Once again Nintendo soared, adding 12.73 per cent as its new smartphone game Pokemon GO tops gaming charts and racks up millions of buyers. The firm is up nearly 60 per cent since Thursday with billions added to its market value.
Other regional markets also climbed for a second straight session, with Hong Kong ending up 1.7 per cent in the afternoon and Shanghai closing 1.8 per cent higher.
Sydney put on 0.3 per cent, while Seoul, Singapore, Jakarta and Manila all posted healthy gains.
In early European trade London, Paris and Frankfurt each rose 0.2 per cent.
The upbeat atmosphere also lent support to the under-pressure pound, which rose to US$1.3090 from US$1.2997 as dealers breathed a sigh of relief that Britain's ruling Conservatives had a new leader to take over from David Cameron as prime minister.

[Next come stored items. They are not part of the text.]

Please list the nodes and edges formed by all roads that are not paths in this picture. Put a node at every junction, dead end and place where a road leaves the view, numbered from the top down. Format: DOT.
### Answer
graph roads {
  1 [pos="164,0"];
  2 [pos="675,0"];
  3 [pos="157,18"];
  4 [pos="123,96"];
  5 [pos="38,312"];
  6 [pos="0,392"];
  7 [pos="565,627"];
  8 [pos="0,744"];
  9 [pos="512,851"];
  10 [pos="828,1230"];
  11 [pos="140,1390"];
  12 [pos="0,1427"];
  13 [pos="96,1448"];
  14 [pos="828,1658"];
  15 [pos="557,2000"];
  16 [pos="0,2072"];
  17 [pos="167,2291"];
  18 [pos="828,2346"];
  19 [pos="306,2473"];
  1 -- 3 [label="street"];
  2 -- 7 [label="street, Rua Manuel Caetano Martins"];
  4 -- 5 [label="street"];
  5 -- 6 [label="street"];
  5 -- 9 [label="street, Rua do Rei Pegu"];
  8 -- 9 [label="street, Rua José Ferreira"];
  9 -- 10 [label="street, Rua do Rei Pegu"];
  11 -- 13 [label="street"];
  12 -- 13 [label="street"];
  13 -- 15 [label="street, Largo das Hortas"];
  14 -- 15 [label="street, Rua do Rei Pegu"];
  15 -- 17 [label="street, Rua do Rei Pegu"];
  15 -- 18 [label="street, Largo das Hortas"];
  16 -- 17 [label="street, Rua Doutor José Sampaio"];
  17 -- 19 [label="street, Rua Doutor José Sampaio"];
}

Theresa May will step in on Wednesday after her only opponent for a September leadership vote quit. The news provided a little certainty for the country as it looks to untangle itself from the EU over the coming years.
"It looks like the UK political process is moving much more swiftly than had been anticipated and that's helped," Mitul Kotecha, head of Asia currency and rates strategy at Barclays in Singapore, told Bloomberg News.
Traders are preparing for the release this week of data on Chinese economic growth and trade, hoping the world's number two economy will show signs that a long-running slowdown is bottoming out.